You can learn a lot by asking questions. 

But surveys aren’t the only want to find out what your clients (and prospects) think about what you’re doing. You can also do interviews, going more in depth and asking follow-up questions, and find out what they “really” think. 

Another way to do “market intelligence” is by tracking metrics—opens, clicks, downloads, sign-ups, how long a visitor stays on a page, etc. 

Finally, you can find out what clients think by listening. Nothing formal, just listen to what they talk about, what they ask you, how they feel about their situation, and what they complain about regarding your competition (and about you). 

It can be a lot of work, but if you have the numbers, it could be worth the effort. If you don’t have the numbers, or don’t want to invest the time or money, stick with surveys. 

At the least, survey every new client, to find out what they want and why they chose you, and survey every exiting client (at the end of their case or engagement), to find out if they got what they wanted. 

Surveys are easy to do and can tell you what you’re doing right and what you need to improve. 

Share

Survey says!

Share

“Got a minute? Please take my one-minute survey about your favorite ways to market your services.”

That’s how easy it is to survey your clients, readers, or audience. You can survey them by email, in a blog post, during a presentation, even when you’re chatting in person. “Can I ask you a question?” Yeah, that’s a survey too.

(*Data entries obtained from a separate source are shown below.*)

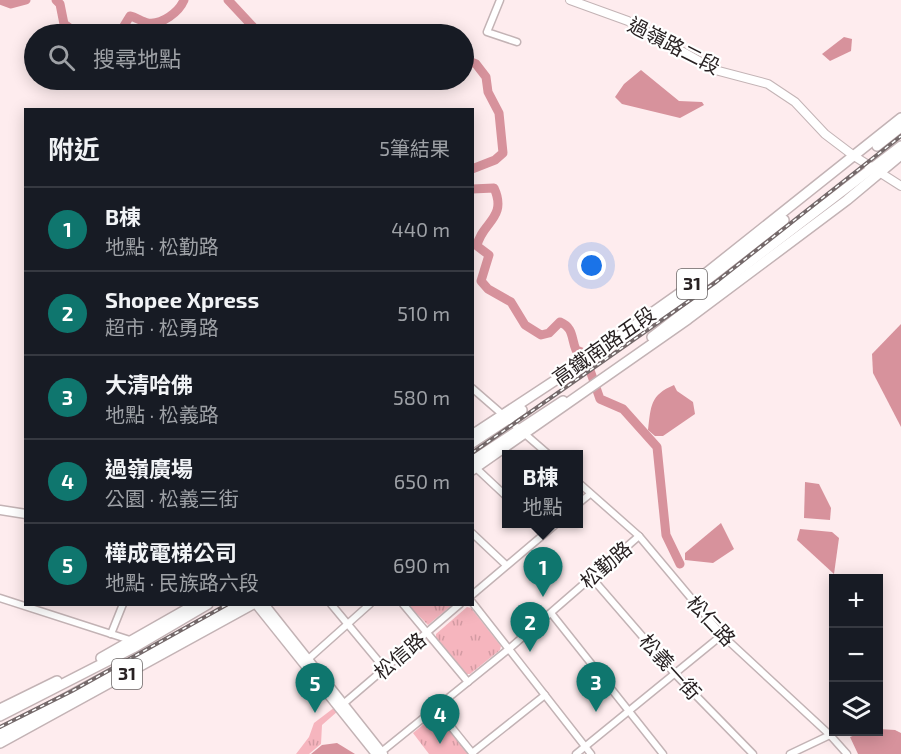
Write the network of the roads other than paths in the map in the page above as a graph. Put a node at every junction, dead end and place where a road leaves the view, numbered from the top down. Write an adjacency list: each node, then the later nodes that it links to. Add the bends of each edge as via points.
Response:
1 (500, 0): 3 (street, via 487,32)
2 (570, 0): 8 (street, 過嶺路二段, via 628,21 715,70 768,84 795,102 825,134)
3 (517, 42)
4 (901, 118): 8 (main road, 高鐵南路五段 / 31)
5 (901, 127): 8 (main road, 高鐵南路五段 / 31)
6 (901, 146): 9 (main road, 高鐵南路五段 / 31)
7 (901, 155): 9 (main road, 高鐵南路五段 / 31)
8 (856, 158): 9 (street, 過嶺路二段); 11 (main road, 高鐵南路五段 / 31); 12 (main road, 高鐵南路五段 / 31)
9 (877, 170): 10 (street, 過嶺路二段); 14 (main road, 高鐵南路五段 / 31); 16 (main road, 高鐵南路五段 / 31)
10 (901, 186)
11 (787, 218): 12 (main road); 15 (main road, 高鐵南路五段 / 31)
12 (760, 231): 13 (main road, 高鐵南路五段 / 31)
13 (690, 286): 15 (main road); 18 (main road, 高鐵南路五段 / 31)
14 (707, 297): 16 (main road); 19 (main road, 高鐵南路五段 / 31)
15 (668, 309): 18 (main road, 高鐵南路五段 / 31)
16 (688, 319): 19 (main road, 高鐵南路五段 / 31)
17 (474, 390): 18 (street)
18 (506, 417): 19 (street); 20 (main road, 高鐵南路五段 / 31); 21 (main road, 高鐵南路五段 / 31)
19 (523, 433): 22 (street); 23 (main road, 高鐵南路五段 / 31)
20 (474, 434)
21 (474, 441)
22 (543, 450)
23 (474, 466): 25 (street)
24 (583, 487): 26 (street, 松仁路)
25 (502, 492)
26 (590, 494): 27 (street); 34 (street, 松仁路)
27 (583, 500)
28 (0, 510): 29 (main road)
29 (24, 514)
30 (541, 528): 32 (street)
31 (551, 528): 32 (street)
32 (546, 532): 35 (street)
33 (474, 535): 35 (street)
34 (639, 536): 36 (street, 松勤路); 57 (street, 松仁路)
35 (506, 565): 37 (street)
36 (591, 577): 53 (street, 松勤路); 62 (street, 松義一街)
37 (474, 593)
38 (0, 598): 39 (street)
39 (24, 604)
40 (474, 604): 59 (street)
41 (122, 606): 56 (street)
42 (193, 606): 58 (main road, 31)
43 (205, 606): 67 (main road, 31, via 133,648)
44 (234, 606): 69 (main road, 31)
45 (251, 606): 74 (main road, 31)
46 (257, 606): 60 (main road)
47 (266, 606): 60 (main road)
48 (333, 606): 54 (street)
49 (368, 606): 54 (street)
50 (405, 606): 55 (street)
51 (458, 606): 55 (street, 松信路)
52 (43, 608): 56 (street)
53 (551, 613): 59 (street, 松勤路); 68 (street)
54 (348, 623): 60 (street); 61 (street)
55 (426, 633): 61 (street, 松信路); 63 (street)
56 (111, 634): 58 (street)
57 (722, 635): 62 (street); 71 (street, 松仁路)
58 (133, 641): 67 (main road, 31)
59 (510, 648): 63 (street, 松勤路); 64 (street)
60 (307, 661): 65 (main road)
61 (385, 669): 65 (street, 松信路)
62 (675, 674): 68 (street); 81 (street, 松義一街)
63 (468, 682): 66 (street, 松勤路)
64 (545, 695): 75 (street); 77 (street)
65 (342, 705): 76 (main road)
66 (436, 708): 76 (street, 松勤路); 77 (street)
67 (0, 711)
68 (629, 712): 75 (street); 80 (street)
69 (15, 727): 70 (main road, 31); 74 (main road)
70 (0, 734)
71 (829, 734)
72 (829, 735): 82 (street)
73 (831, 736): 83 (street, 松仁路)
74 (0, 742)
75 (585, 746): 78 (street); 79 (street)
76 (380, 753)
77 (472, 754)
78 (576, 754)
79 (591, 754)
80 (663, 754)
81 (753, 754)
82 (790, 754)
83 (847, 754)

Why do it? Because surveys can help you learn what your audience wants or needs, what they think, what they do, and what they might do in a given situation. And you can use this information to improve your marketing. 

Surveys can help the people you survey recognize the need for your services and generate more leads and appointments. They can also help you build your list. 

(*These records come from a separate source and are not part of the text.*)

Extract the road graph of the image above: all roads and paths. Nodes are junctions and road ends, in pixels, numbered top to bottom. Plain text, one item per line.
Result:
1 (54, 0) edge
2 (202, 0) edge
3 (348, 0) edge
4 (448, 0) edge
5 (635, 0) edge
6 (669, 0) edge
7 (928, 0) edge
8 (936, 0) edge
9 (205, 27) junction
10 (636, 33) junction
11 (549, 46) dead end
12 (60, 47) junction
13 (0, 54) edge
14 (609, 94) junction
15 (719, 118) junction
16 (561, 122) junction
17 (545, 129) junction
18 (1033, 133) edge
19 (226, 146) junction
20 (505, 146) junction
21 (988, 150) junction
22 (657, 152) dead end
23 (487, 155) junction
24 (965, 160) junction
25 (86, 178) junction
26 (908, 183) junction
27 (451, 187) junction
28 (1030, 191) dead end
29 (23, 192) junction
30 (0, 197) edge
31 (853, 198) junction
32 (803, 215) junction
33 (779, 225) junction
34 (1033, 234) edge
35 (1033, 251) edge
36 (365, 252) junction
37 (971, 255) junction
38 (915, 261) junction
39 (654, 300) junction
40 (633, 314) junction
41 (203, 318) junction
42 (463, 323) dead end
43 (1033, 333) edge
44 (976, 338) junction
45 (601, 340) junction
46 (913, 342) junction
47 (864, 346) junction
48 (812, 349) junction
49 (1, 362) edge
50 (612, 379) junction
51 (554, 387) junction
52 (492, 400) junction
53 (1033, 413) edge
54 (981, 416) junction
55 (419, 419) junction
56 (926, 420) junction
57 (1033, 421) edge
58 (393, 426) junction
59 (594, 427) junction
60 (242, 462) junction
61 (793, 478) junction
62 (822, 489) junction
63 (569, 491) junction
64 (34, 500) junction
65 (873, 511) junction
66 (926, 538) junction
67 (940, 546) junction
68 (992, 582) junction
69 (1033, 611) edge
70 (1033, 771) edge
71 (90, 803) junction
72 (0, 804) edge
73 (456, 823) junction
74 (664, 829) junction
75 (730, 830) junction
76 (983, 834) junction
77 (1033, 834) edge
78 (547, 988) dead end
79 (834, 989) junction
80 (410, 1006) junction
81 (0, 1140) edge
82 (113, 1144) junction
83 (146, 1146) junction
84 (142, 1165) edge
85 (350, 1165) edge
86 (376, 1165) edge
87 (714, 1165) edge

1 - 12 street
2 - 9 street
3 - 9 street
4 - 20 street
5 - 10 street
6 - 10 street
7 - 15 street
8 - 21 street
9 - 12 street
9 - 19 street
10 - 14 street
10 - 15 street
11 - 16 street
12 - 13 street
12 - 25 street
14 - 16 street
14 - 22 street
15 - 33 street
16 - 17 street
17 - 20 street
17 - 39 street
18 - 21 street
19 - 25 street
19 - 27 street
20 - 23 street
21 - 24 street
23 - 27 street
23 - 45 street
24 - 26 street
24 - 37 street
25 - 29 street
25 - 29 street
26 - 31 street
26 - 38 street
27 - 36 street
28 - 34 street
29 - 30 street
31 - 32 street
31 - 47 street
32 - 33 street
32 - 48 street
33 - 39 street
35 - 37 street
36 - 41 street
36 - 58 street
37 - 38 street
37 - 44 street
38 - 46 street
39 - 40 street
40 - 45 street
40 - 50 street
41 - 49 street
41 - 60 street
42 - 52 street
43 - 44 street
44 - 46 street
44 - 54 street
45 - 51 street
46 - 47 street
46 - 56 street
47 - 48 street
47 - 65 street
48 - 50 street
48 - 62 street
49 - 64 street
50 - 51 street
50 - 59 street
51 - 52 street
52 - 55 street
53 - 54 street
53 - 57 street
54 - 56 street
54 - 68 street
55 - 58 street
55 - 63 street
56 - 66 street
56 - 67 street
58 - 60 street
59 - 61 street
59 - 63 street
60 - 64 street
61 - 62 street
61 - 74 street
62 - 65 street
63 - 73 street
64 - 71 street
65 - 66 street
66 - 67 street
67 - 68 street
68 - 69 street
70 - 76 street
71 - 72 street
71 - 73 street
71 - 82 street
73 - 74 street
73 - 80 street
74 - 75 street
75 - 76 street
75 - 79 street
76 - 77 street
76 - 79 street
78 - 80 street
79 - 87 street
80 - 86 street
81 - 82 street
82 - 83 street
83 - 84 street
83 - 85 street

Surveys can show clients and prospects what others do (or mistakenly didn’t do), building interest in your solutions, offering social proof of their need, and creating urgency for taking action. 

Surveys also provide you with material you can use in your content, improve your offers and packages, and identify better ways to describe what you do and why people need to talk to you.

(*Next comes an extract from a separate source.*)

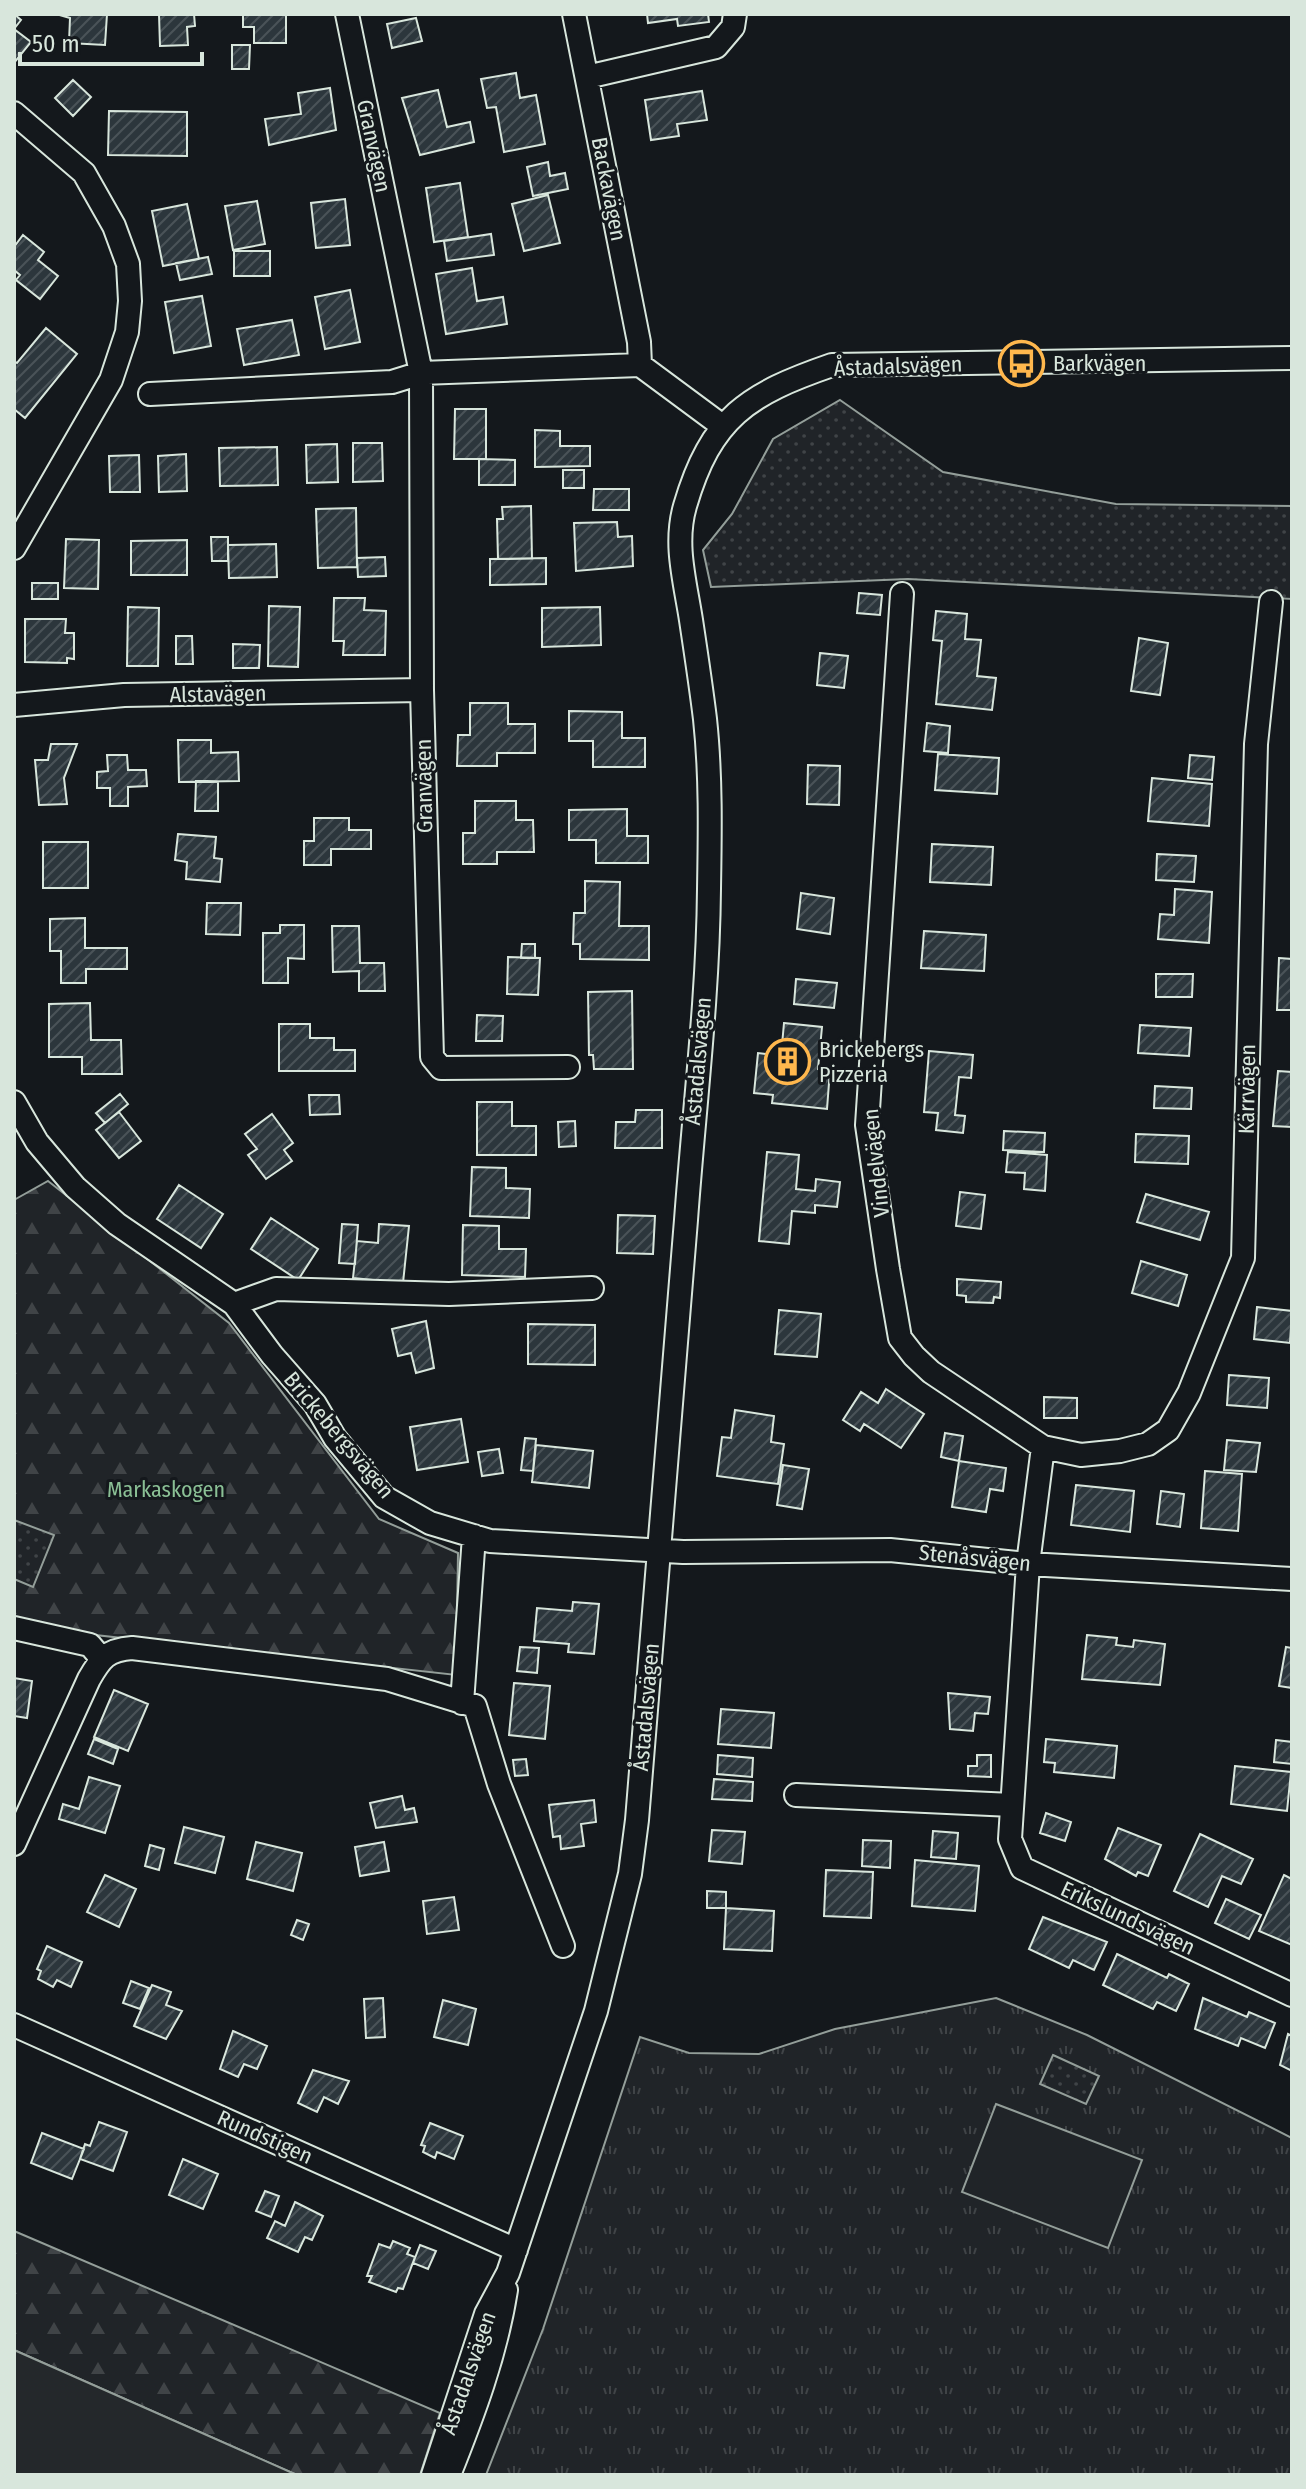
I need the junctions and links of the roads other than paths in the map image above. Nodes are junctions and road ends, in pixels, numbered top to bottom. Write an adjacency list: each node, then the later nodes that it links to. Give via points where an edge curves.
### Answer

In short, surveys help you build your practice. 

You can survey new clients about how they found you, why they chose you, if they have other issues you can help them with, and if they know anyone who might need to talk to you or get a copy of your report. 

You can survey former clients and find out if they need an update, need help with any other legal matter, or know anyone who might like to read your latest article.

You can survey prospective clients, subscribers, social media connections, or visitors to your website. You can distribute surveys via flyers, advertising, or at the bottom of an article.

Surveys are flexible and powerful. And everyone who sees your survey, even if they don’t respond to it, sees your name and learns what you do. 

It’s all good. And it’s all easy to do. 

Share

Could this be true?

Share

I was on social media the other day. Yes, I do that occasionally. A company had surveyed a group of lawyers, asking them what they wanted out of their practice, and posted the results.

Nearly everyone said they wanted better systems and automation, to make their practice run more smoothly. They also wanted more affordable help.

Makes sense.

What doesn’t make sense is that only 14% said they wanted help with marketing—“getting more good clients, more reliably.”

Why so low? Who doesn’t want more good clients? What’s going on here?

Ah, what’s going on is that the firm that conducted the survey helps lawyers automate their practice. So their clients’ and followers’ primary interest is in becoming more organized and efficient.

That’s their bias.

Go ahead and survey a cross-section of attorneys and I think your results might be a little different.

Of course my list is also biased. If I did a survey, I’m sure I’d find that most want more good clients and cases.

Because who doesn’t want more good clients?

Okay, some lessons.

  1. Before you draw any conclusions about the results of a survey, make sure you know who’s conducting it and of whom.
  2. Surveys are a great way to engage your list. People like to share their opinion and are curious to see what other people say about the subject.
  3. Surveys are an easy way to generate content for a blog or newsletter and social media. I just did that and it wasn’t even my survey.

Go forth and survey some folks. Or find someone else’s survey and talk about it.